* [Task brief]
State how many lines of the entries include the string "Reagan", please, leaving out everything but the number.

* [Working data]
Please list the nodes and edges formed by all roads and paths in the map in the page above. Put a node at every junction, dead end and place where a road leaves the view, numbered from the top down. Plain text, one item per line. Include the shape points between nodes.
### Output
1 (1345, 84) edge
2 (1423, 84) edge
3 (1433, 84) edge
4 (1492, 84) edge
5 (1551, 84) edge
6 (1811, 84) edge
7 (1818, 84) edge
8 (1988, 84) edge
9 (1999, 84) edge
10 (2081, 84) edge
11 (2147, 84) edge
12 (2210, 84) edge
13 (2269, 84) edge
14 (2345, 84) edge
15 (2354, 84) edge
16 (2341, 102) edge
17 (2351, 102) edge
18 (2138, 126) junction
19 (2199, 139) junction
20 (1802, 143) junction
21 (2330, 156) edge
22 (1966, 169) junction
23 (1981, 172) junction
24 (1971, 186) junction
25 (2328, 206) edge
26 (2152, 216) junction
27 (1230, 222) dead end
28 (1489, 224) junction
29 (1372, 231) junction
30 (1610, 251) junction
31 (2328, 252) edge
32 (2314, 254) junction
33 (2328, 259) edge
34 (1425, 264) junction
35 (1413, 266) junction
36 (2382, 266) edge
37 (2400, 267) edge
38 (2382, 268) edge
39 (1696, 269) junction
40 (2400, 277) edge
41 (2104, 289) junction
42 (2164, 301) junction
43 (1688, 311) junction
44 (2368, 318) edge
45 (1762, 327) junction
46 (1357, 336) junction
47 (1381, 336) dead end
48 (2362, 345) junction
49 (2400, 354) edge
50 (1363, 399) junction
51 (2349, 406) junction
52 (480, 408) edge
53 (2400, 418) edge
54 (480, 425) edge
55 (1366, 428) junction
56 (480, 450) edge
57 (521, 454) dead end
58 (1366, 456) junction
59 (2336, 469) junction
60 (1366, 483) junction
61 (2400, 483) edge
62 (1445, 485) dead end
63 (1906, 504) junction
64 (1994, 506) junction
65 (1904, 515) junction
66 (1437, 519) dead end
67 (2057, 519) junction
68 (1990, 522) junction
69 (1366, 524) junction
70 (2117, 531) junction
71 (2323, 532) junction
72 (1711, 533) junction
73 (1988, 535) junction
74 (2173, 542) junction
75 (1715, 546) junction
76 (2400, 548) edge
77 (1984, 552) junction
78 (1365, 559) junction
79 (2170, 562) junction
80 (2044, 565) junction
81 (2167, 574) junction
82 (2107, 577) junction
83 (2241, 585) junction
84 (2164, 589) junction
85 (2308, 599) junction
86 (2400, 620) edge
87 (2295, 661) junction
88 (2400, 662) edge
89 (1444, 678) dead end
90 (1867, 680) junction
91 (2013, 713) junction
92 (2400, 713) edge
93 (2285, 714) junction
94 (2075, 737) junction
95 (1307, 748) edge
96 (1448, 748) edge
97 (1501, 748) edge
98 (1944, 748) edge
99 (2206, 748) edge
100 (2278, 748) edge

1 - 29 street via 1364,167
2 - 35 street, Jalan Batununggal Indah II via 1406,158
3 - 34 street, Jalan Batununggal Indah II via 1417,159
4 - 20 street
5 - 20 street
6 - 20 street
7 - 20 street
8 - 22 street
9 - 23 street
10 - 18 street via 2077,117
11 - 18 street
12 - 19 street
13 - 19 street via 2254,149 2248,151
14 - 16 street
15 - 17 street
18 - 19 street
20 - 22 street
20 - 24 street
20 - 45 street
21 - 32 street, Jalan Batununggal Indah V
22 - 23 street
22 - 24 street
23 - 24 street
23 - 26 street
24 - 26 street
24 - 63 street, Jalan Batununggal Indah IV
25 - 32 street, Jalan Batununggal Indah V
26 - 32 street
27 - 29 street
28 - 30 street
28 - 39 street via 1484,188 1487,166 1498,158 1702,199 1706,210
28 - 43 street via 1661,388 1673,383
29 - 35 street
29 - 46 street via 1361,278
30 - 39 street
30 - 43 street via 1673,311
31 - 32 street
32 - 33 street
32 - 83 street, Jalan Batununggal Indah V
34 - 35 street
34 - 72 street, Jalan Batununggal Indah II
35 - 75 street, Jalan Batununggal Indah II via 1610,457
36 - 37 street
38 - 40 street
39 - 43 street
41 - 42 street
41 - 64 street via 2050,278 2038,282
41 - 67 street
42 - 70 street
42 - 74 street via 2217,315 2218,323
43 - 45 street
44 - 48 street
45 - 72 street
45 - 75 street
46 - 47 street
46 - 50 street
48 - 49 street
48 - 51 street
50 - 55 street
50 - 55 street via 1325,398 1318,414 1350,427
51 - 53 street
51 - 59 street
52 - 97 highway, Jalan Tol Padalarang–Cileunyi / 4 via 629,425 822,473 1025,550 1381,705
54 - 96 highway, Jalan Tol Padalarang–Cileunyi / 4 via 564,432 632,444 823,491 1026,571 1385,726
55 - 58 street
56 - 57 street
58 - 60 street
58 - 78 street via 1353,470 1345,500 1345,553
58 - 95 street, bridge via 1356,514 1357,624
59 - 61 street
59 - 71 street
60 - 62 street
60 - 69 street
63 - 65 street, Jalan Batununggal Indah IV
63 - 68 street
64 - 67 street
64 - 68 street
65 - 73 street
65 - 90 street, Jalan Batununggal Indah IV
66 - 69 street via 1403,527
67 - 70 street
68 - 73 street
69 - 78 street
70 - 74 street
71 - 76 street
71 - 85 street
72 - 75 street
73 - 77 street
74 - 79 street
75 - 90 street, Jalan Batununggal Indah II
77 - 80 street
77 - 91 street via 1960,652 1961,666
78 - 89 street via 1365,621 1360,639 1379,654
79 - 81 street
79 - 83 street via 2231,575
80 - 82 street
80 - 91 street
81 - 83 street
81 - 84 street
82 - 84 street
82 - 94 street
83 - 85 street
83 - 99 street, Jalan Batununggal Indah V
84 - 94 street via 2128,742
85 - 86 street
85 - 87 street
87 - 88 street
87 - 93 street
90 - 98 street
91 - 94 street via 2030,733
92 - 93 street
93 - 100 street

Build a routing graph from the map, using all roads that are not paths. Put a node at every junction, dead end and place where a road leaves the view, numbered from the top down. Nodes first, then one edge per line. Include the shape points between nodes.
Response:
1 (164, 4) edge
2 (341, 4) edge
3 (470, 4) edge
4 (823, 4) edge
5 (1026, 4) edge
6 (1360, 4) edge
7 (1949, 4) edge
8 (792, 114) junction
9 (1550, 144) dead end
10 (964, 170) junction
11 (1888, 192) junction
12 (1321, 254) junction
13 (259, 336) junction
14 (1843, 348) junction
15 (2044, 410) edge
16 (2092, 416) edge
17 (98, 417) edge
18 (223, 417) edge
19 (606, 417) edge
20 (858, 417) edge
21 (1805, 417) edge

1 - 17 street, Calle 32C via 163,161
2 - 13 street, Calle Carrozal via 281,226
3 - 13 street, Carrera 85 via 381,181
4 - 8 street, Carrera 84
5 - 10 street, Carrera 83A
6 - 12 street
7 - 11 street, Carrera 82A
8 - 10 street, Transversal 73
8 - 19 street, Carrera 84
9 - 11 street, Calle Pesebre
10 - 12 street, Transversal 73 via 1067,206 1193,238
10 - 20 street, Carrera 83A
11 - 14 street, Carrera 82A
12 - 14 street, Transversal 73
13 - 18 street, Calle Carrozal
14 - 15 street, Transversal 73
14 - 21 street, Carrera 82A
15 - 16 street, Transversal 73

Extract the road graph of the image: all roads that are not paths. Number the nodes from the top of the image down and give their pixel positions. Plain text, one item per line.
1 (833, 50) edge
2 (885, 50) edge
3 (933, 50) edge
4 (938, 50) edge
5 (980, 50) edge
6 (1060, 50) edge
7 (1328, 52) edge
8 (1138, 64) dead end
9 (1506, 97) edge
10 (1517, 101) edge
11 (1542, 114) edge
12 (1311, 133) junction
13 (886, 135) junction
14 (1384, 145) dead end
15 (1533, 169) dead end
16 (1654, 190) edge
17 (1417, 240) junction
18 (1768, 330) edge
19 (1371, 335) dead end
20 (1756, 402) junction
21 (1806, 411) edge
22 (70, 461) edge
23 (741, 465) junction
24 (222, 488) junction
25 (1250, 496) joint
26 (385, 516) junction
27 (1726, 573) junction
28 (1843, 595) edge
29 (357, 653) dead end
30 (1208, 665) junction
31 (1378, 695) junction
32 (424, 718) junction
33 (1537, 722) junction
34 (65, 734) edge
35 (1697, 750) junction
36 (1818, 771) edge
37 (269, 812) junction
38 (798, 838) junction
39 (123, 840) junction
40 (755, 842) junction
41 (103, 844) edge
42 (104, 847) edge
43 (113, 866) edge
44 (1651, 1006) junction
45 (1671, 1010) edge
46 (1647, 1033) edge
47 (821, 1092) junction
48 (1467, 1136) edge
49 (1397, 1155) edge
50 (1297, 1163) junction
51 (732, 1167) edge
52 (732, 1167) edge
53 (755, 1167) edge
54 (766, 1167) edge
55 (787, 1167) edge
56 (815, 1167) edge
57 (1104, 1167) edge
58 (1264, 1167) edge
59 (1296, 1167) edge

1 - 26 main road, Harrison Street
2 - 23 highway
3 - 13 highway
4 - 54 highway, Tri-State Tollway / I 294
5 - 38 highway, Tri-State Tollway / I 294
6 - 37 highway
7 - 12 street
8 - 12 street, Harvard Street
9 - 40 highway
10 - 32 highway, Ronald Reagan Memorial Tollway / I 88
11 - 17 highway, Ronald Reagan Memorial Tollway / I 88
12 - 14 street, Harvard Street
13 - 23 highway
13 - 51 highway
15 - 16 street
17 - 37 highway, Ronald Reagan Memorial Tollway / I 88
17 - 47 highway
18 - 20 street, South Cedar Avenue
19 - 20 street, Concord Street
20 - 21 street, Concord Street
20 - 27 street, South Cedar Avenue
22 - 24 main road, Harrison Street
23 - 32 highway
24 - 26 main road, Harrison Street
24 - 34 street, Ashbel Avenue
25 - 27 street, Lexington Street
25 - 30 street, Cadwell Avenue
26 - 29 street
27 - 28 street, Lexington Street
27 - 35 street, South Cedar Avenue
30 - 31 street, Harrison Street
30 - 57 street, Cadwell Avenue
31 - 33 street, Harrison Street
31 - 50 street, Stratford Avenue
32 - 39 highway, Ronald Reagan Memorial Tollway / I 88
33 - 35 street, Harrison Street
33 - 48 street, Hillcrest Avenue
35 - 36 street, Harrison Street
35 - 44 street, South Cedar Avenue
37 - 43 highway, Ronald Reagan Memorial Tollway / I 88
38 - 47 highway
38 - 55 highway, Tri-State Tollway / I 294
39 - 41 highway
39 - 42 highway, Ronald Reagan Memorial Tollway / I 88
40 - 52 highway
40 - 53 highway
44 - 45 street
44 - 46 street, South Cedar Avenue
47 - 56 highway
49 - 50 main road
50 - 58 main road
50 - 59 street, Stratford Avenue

* [Solution]
6